**Problem details:** Through the line with "ctx.set_miter_limit(4)" and starting from the first line, return the records below word for word, with pictures left out.

**Entries supplied:**
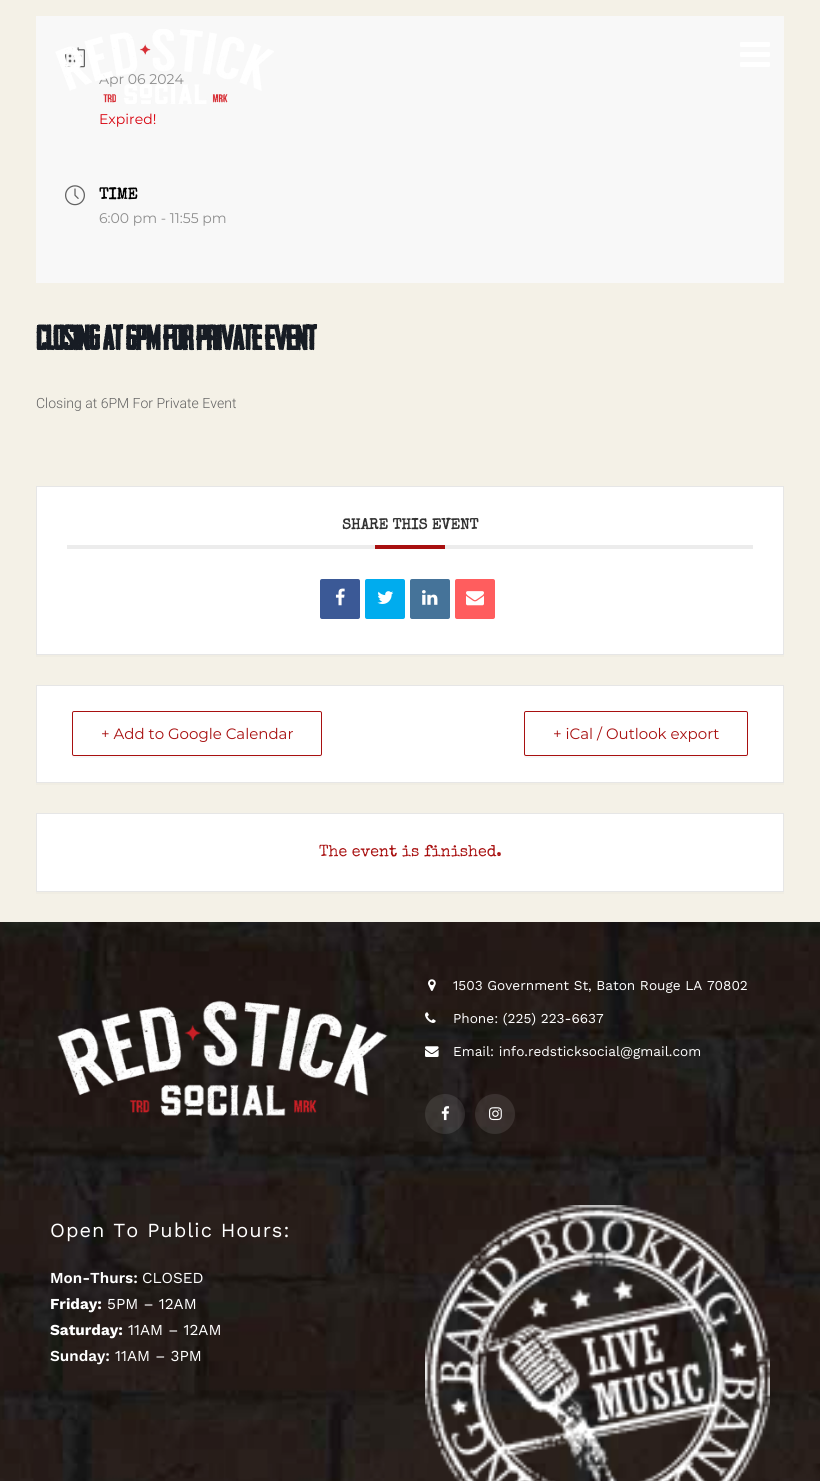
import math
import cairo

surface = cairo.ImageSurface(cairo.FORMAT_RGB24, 820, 1481)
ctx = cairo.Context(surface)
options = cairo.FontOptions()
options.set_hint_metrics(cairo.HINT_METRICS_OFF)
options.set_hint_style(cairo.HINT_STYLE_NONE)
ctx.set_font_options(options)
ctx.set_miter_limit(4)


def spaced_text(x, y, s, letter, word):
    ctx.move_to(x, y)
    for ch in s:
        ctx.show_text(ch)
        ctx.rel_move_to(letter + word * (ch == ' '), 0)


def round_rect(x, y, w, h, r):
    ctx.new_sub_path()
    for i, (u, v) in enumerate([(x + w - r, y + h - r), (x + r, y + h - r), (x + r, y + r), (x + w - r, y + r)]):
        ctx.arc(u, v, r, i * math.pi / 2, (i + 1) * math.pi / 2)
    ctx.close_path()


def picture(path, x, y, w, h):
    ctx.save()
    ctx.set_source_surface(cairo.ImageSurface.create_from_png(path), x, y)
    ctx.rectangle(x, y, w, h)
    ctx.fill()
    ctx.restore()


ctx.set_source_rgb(0.957, 0.945, 0.906)
ctx.paint()
ctx.set_source_rgb(0.969, 0.969, 0.969)
ctx.rectangle(36, 16, 748, 267)
ctx.fill()
picture("img3.png", 65, 47, 20, 21)
ctx.select_font_face("Montserrat")
ctx.set_font_size(14)
ctx.set_source_rgb(0.553, 0.553, 0.553)
ctx.move_to(99, 84)
ctx.show_text("Apr 06 2024")
picture("img1.png", 55, 29, 219, 75)
picture("img2.png", 740, 42, 30, 25)
ctx.set_source_rgb(0.847, 0, 0.047)
ctx.move_to(99, 124)
ctx.show_text("Expired!")
picture("img4.png", 65, 185, 20, 21)
ctx.select_font_face("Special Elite", cairo.FONT_SLANT_NORMAL, cairo.FONT_WEIGHT_BOLD)
ctx.set_font_size(16)
ctx.set_source_rgb(0, 0, 0)
ctx.move_to(99, 199)
ctx.show_text("TIME")
ctx.select_font_face("Montserrat")
ctx.set_font_size(14)
ctx.set_source_rgb(0.553, 0.553, 0.553)
ctx.move_to(99, 223)
ctx.show_text("6:00 pm - 11:55 pm")
ctx.select_font_face("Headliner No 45", cairo.FONT_SLANT_NORMAL, cairo.FONT_WEIGHT_BOLD)
ctx.set_font_size(33)
ctx.set_source_rgb(0.09, 0.11, 0.141)
spaced_text(36, 350, "Closing at 6PM For Private Event", -1, 0)
ctx.select_font_face("Roboto Light")
ctx.set_font_size(14)
ctx.set_source_rgb(0.38, 0.38, 0.38)
ctx.move_to(36, 408)
ctx.show_text("Closing at 6PM For Private Event")
ctx.set_source_rgb(0.941, 0.929, 0.89)
ctx.rectangle(36, 655, 748, 2)
ctx.fill()
ctx.set_source_rgb(1, 1, 1)
ctx.rectangle(36.5, 486.5, 747, 168)
ctx.fill_preserve()
ctx.set_source_rgb(0.902, 0.902, 0.902)
ctx.set_line_width(1)
ctx.stroke()
ctx.set_source_rgb(0.922, 0.922, 0.922)
ctx.rectangle(67, 545, 686, 4)
ctx.fill()
ctx.select_font_face("Special Elite", cairo.FONT_SLANT_NORMAL, cairo.FONT_WEIGHT_BOLD)
ctx.set_font_size(15)
ctx.set_source_rgb(0.192, 0.192, 0.192)
ctx.move_to(342, 529)
ctx.show_text("SHARE THIS EVENT")
ctx.set_source_rgb(0.659, 0.063, 0.063)
ctx.rectangle(375, 545, 70, 4)
ctx.fill()
ctx.set_source_rgb(0.231, 0.349, 0.588)
round_rect(320, 579, 40, 40, 2)
ctx.fill()
picture("img5.png", 335, 588, 10, 18)
ctx.set_source_rgb(0, 0.675, 0.933)
round_rect(365, 579, 40, 40, 2)
ctx.fill()
picture("img6.png", 377, 591, 17, 13)
ctx.set_source_rgb(0.271, 0.451, 0.6)
round_rect(410, 579, 40, 40, 2)
ctx.fill()
picture("img7.png", 422, 590, 16, 15)
ctx.set_source_rgb(1, 0.365, 0.369)
round_rect(455, 579, 40, 40, 2)
ctx.fill()
picture("img8.png", 466, 591, 18, 15)
ctx.set_source_rgb(0.941, 0.929, 0.89)
ctx.rectangle(36, 783, 748, 2)
ctx.fill()
ctx.set_source_rgb(1, 1, 1)
ctx.rectangle(36.5, 685.5, 747, 97)
ctx.fill_preserve()
ctx.set_source_rgb(0.902, 0.902, 0.902)
ctx.stroke()
ctx.set_source_rgb(0.969, 0.969, 0.969)
ctx.new_path()
ctx.move_to(72, 754)
ctx.curve_to(72, 756, 72, 758, 74, 758)
ctx.line_to(320, 758)
ctx.curve_to(322, 758, 322, 756, 322, 754)
ctx.curve_to(322, 755, 321, 756, 320, 756)
ctx.line_to(74, 756)
ctx.curve_to(73, 756, 72, 755, 72, 754)
ctx.close_path()
ctx.fill()
round_rect(72.5, 711.5, 249, 44, 1.5)
ctx.set_source_rgb(0.659, 0.063, 0.063)
ctx.stroke()
ctx.select_font_face("Montserrat")
ctx.move_to(101, 739)
ctx.show_text("+ Add to Google Calendar")
ctx.set_source_rgb(0.969, 0.969, 0.969)
ctx.new_path()
ctx.move_to(524, 754)
ctx.line_to(524, 756)
ctx.curve_to(524, 757, 525, 758, 526, 758)
ctx.line_to(746, 758)
ctx.curve_to(747, 758, 748, 757, 748, 756)
ctx.line_to(748, 754)
ctx.curve_to(748, 755, 747, 756, 746, 756)
ctx.line_to(526, 756)
ctx.curve_to(525, 756, 524, 755, 524, 754)
ctx.close_path()
ctx.fill()
round_rect(524.5, 711.5, 223, 44, 1.5)
ctx.set_source_rgb(0.659, 0.063, 0.063)
ctx.stroke()
ctx.move_to(553, 739)
ctx.show_text("+ iCal / Outlook export")
ctx.set_source_rgb(0.941, 0.929, 0.89)
ctx.rectangle(36, 892, 748, 2)
ctx.fill()
ctx.set_source_rgb(1, 1, 1)
ctx.rectangle(36.5, 813.5, 747, 78)
ctx.fill_preserve()
ctx.set_source_rgb(0.902, 0.902, 0.902)
ctx.stroke()
ctx.select_font_face("Special Elite")
ctx.set_font_size(16)
ctx.set_source_rgb(0.659, 0.063, 0.063)
ctx.move_to(319, 856)
ctx.show_text("The event is finished.")
picture("img9.png", 0, 922, 820, 559)
picture("img10.png", 57, 1000, 331, 116)
picture("img11.png", 428, 979, 8, 12)
ctx.select_font_face("Work Sans")
ctx.set_font_size(13.6)
ctx.set_source_rgb(1, 1, 1)
ctx.move_to(453, 990)
ctx.show_text("1503 Government St, Baton Rouge LA 70802")
picture("img12.png", 425, 1012, 11, 11)
ctx.move_to(453, 1023)
ctx.show_text("Phone: (225) 223-6637")
picture("img13.png", 425, 1046, 14, 11)
ctx.move_to(453, 1056)
ctx.show_text("Email: info.redsticksocial@gmail.com")
ctx.set_source_rgba(1, 1, 1, 0.1)
ctx.new_path()
ctx.arc(445, 1114, 20, 0, 2 * math.pi)
ctx.fill()
picture("img14.png", 441, 1106, 9, 15)
ctx.arc(495, 1114, 20, 0, 2 * math.pi)
ctx.fill()
picture("img15.png", 489, 1107, 13, 14)
ctx.set_font_size(20)
ctx.set_source_rgb(1, 1, 1)
spaced_text(50, 1237, "Open To Public Hours:", 1, 0)
ctx.select_font_face("Work Sans SemiBold")
ctx.set_font_size(15.25)
ctx.move_to(50, 1283)
ctx.show_text("Mon-Thurs:")
ctx.select_font_face("Work Sans")
ctx.move_to(142, 1283)
ctx.show_text("CLOSED")
ctx.select_font_face("Work Sans", cairo.FONT_SLANT_NORMAL, cairo.FONT_WEIGHT_BOLD)
ctx.move_to(50, 1309)
ctx.show_text("Friday:")
ctx.select_font_face("Work Sans")
ctx.move_to(107, 1309)
ctx.show_text("5PM – 12AM")
ctx.select_font_face("Work Sans", cairo.FONT_SLANT_NORMAL, cairo.FONT_WEIGHT_BOLD)
ctx.move_to(50, 1335)
ctx.show_text("Saturday:")
ctx.select_font_face("Work Sans")
ctx.move_to(128, 1335)
ctx.show_text("11AM – 12AM")
ctx.select_font_face("Work Sans SemiBold")
ctx.move_to(50, 1361)
ctx.show_text("Sunday:")
ctx.select_font_face("Work Sans")
ctx.move_to(115, 1361)
ctx.show_text("11AM – 3PM")
picture("img16.png", 425, 1205, 345, 276)
surface.write_to_png("page.png")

**Written answer:**
import math
import cairo

surface = cairo.ImageSurface(cairo.FORMAT_RGB24, 820, 1481)
ctx = cairo.Context(surface)
options = cairo.FontOptions()
options.set_hint_metrics(cairo.HINT_METRICS_OFF)
options.set_hint_style(cairo.HINT_STYLE_NONE)
ctx.set_font_options(options)
ctx.set_miter_limit(4)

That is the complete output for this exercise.